• _Work item_
Each line of the data that mentions the string "edges" needs to be identified and copied.

Exercise inputs below:

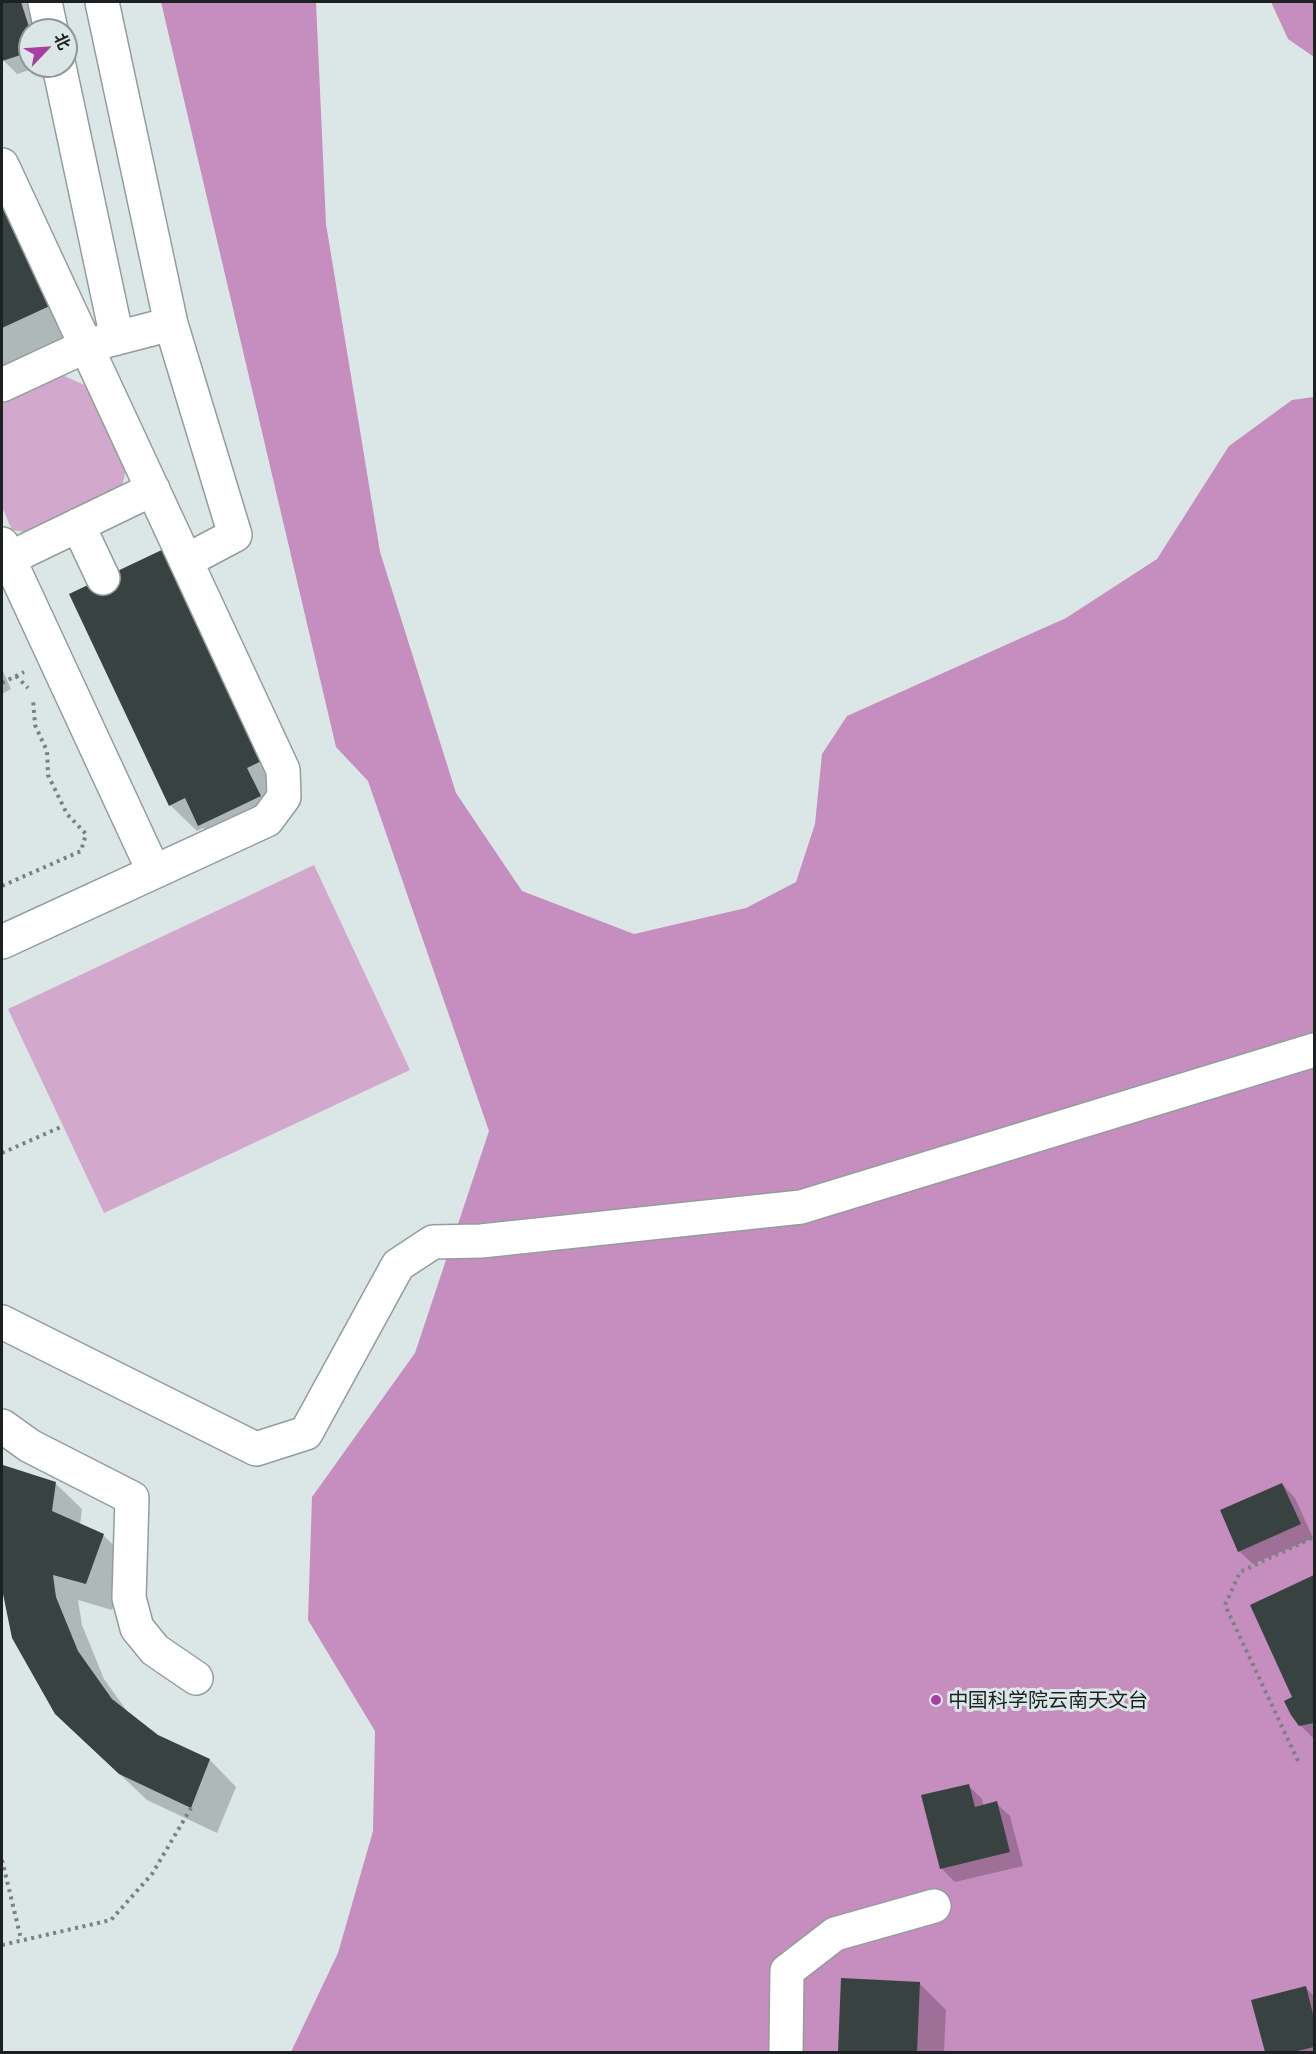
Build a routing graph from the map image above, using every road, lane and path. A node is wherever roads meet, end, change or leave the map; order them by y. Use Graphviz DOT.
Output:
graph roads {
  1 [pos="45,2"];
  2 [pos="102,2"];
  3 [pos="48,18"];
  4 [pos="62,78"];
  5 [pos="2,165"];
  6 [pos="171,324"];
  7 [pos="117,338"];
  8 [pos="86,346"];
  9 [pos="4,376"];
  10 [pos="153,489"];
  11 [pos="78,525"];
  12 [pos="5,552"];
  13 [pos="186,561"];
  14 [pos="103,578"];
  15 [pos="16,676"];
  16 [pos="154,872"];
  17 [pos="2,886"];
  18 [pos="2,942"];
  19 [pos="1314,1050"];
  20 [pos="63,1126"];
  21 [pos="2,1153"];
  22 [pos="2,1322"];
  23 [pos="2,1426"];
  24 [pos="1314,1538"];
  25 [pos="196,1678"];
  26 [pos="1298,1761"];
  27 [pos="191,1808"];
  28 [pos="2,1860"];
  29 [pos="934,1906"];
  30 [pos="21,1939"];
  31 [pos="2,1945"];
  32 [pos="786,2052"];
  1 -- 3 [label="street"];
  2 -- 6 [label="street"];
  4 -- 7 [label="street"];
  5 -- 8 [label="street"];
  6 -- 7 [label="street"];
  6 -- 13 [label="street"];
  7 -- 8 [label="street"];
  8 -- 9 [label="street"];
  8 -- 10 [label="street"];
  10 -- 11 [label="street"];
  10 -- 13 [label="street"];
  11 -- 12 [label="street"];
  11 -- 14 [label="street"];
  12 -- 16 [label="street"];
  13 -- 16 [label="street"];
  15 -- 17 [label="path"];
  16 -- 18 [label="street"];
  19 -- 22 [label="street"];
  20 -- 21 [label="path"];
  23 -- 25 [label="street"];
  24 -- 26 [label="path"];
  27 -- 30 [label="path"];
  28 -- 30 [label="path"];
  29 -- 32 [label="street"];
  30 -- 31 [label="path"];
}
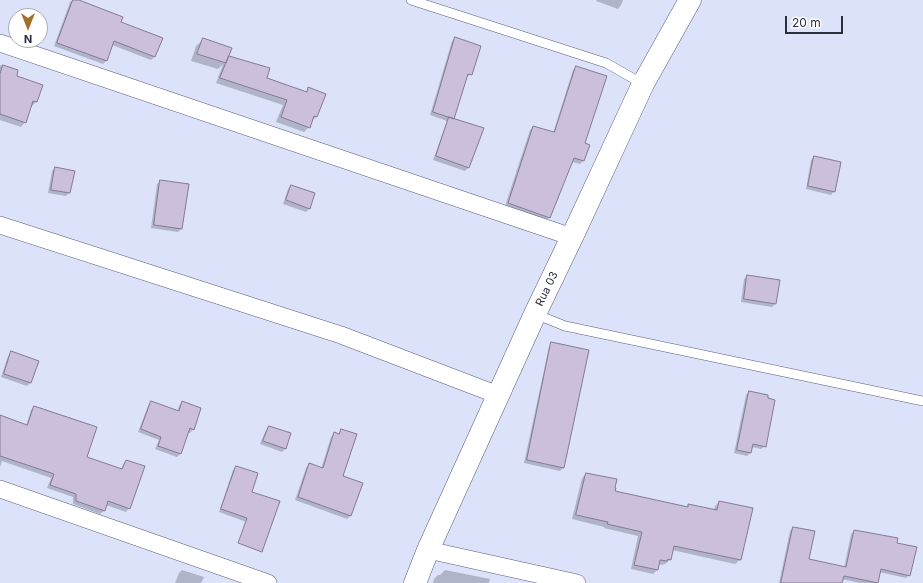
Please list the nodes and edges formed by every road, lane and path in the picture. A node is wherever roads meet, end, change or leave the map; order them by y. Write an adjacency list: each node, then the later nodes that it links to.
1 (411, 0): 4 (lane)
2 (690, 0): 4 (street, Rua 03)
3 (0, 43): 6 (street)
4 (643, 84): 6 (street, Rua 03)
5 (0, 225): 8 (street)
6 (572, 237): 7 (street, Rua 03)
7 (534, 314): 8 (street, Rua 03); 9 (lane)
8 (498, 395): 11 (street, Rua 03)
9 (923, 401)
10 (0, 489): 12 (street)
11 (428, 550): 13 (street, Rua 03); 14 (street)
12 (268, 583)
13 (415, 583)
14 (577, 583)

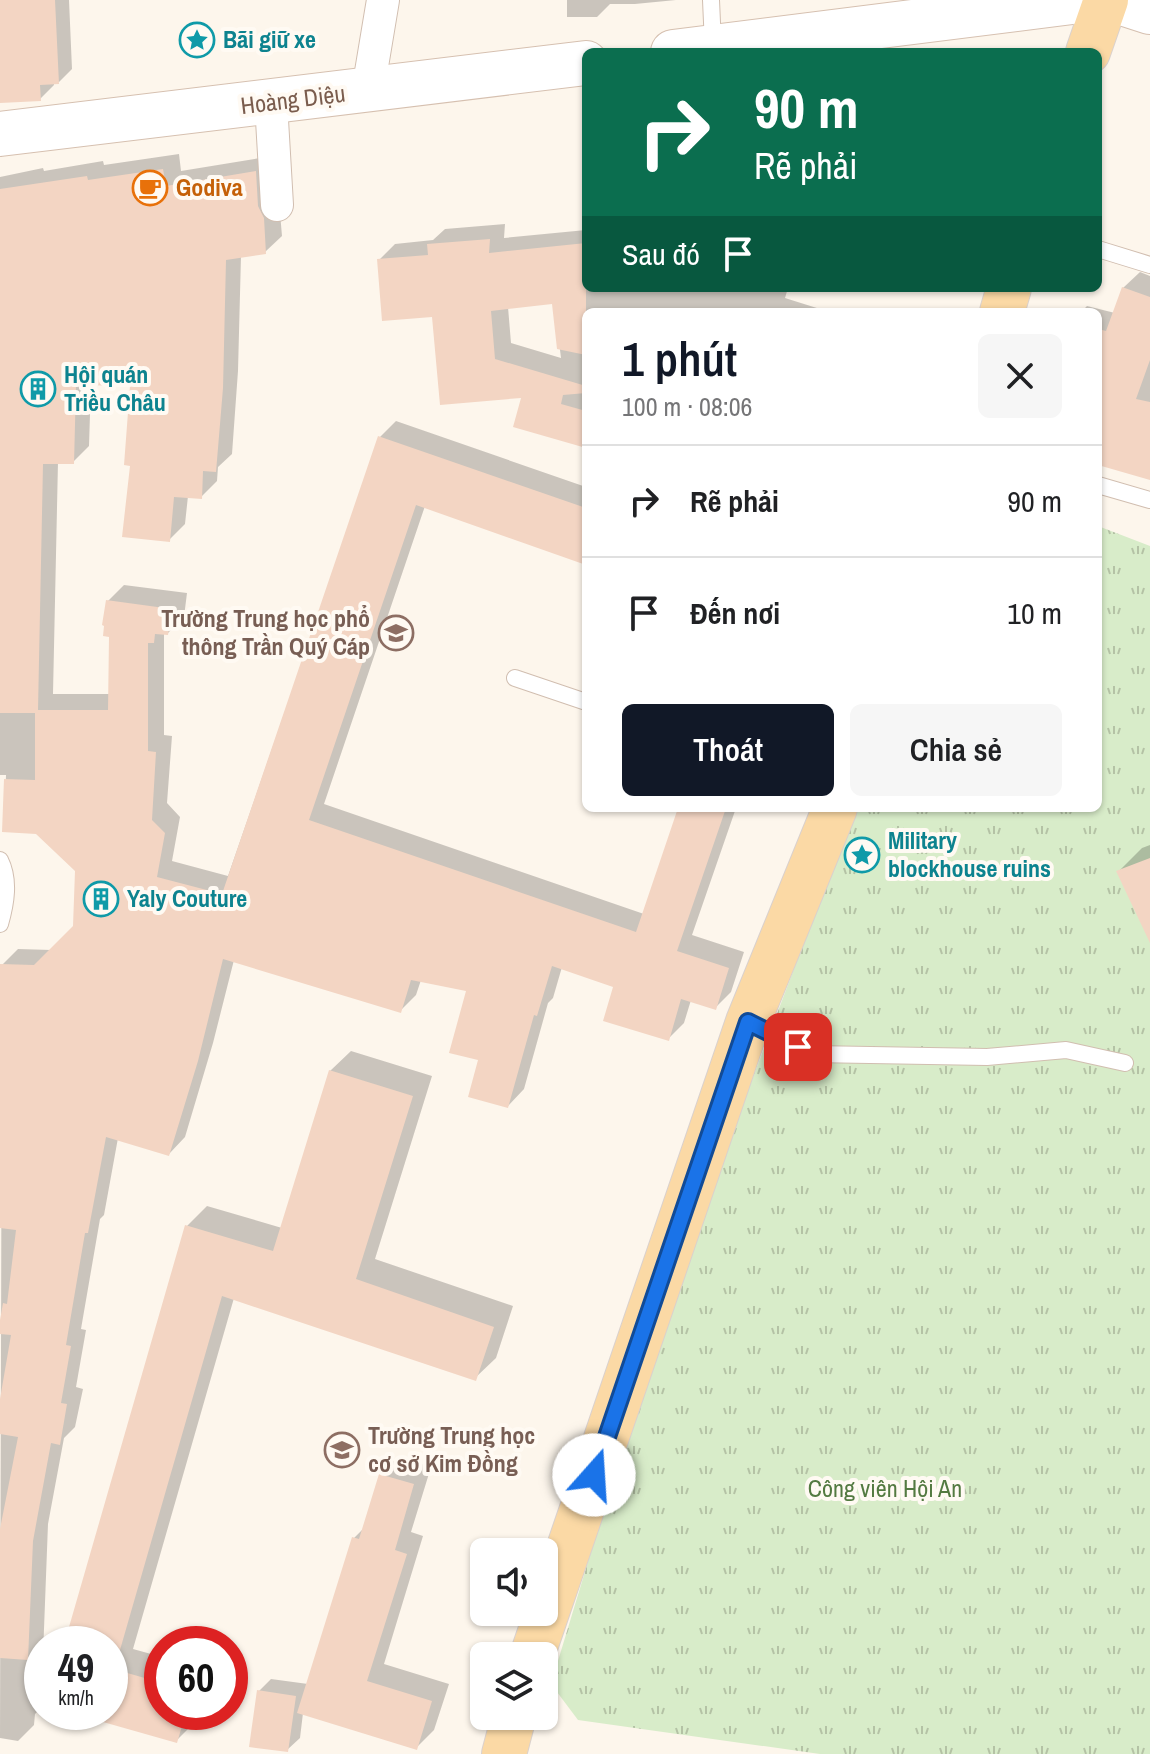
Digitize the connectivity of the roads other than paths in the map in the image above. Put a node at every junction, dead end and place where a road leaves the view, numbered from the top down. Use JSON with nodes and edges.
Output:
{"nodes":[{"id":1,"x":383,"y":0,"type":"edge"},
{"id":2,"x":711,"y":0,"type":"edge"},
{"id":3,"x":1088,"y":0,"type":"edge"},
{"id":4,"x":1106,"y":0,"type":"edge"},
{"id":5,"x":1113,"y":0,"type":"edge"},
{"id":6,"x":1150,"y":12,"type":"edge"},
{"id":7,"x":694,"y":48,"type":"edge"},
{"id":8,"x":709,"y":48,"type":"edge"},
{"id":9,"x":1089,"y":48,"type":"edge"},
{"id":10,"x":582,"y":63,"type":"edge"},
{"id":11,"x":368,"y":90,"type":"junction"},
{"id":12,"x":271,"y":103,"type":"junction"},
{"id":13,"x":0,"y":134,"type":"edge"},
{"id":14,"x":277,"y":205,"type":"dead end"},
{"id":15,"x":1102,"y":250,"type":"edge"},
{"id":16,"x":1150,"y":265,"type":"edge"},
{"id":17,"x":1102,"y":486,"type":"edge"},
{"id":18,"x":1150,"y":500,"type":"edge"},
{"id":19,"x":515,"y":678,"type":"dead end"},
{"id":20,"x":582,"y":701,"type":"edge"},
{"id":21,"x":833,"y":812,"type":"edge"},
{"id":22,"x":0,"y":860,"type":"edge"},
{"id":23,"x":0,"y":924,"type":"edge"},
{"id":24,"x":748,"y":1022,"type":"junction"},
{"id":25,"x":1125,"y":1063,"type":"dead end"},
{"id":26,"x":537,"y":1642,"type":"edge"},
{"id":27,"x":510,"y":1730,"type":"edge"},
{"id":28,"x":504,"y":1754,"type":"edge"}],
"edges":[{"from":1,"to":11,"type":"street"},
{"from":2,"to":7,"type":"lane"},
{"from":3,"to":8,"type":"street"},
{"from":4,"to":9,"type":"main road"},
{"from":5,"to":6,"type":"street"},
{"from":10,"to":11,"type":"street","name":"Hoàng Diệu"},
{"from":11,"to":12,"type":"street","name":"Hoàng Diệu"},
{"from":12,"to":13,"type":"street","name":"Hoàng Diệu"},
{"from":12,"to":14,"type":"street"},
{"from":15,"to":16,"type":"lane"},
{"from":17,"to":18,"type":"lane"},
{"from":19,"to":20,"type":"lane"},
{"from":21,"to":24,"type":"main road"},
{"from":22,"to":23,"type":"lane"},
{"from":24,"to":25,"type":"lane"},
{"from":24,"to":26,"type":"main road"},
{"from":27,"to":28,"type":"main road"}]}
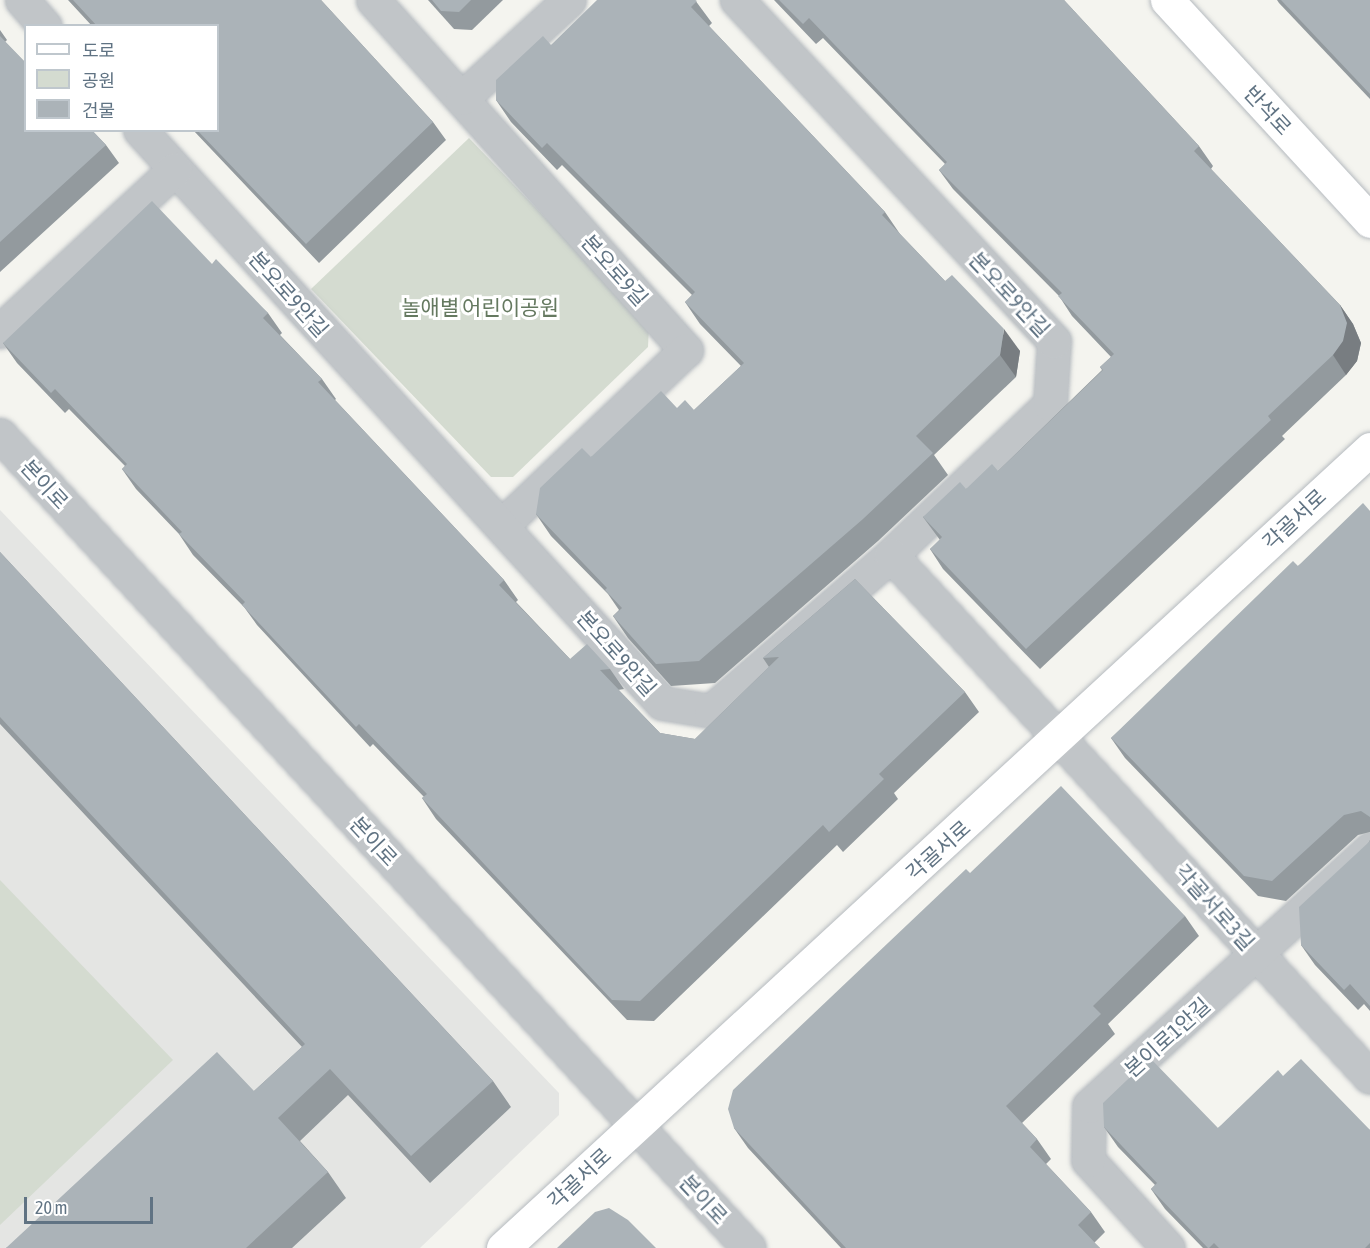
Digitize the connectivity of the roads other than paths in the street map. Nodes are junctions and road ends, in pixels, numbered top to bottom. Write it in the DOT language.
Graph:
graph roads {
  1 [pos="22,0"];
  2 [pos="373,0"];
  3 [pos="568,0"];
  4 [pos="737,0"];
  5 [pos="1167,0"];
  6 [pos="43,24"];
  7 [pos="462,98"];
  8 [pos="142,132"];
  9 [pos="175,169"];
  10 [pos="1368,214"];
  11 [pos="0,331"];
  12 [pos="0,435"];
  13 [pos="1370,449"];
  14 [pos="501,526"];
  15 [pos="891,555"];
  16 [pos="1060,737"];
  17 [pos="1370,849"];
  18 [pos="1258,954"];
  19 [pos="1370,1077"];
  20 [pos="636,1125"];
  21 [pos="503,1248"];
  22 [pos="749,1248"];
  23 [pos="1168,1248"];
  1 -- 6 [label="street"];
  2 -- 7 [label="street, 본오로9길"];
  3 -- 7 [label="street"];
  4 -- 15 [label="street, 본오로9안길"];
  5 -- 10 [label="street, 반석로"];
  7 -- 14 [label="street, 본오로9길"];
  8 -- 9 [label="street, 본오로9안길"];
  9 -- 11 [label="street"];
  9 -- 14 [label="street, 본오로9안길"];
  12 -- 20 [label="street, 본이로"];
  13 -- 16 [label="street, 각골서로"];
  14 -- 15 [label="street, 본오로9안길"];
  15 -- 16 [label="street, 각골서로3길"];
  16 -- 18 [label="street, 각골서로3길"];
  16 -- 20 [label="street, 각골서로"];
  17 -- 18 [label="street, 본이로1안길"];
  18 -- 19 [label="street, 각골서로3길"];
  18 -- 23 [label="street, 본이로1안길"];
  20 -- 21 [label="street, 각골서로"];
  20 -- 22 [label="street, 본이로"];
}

End of Exercise inputs.

• _Result_
Please list the nodes and edges formed by every road, lane and path in the picture. A node is wherever roads meet, end, change or leave the map; order them by y. Write an adjacency list: each node, then the later nodes that it links to.
Digitize the connectivity of the roads other than paths in the map in the image above. Put a node at every junction, dead end and place where a road leaves the view, numbered from the top down. Use JSON with nodes and edges.
"edges":[{"from":1,"to":11,"type":"street"},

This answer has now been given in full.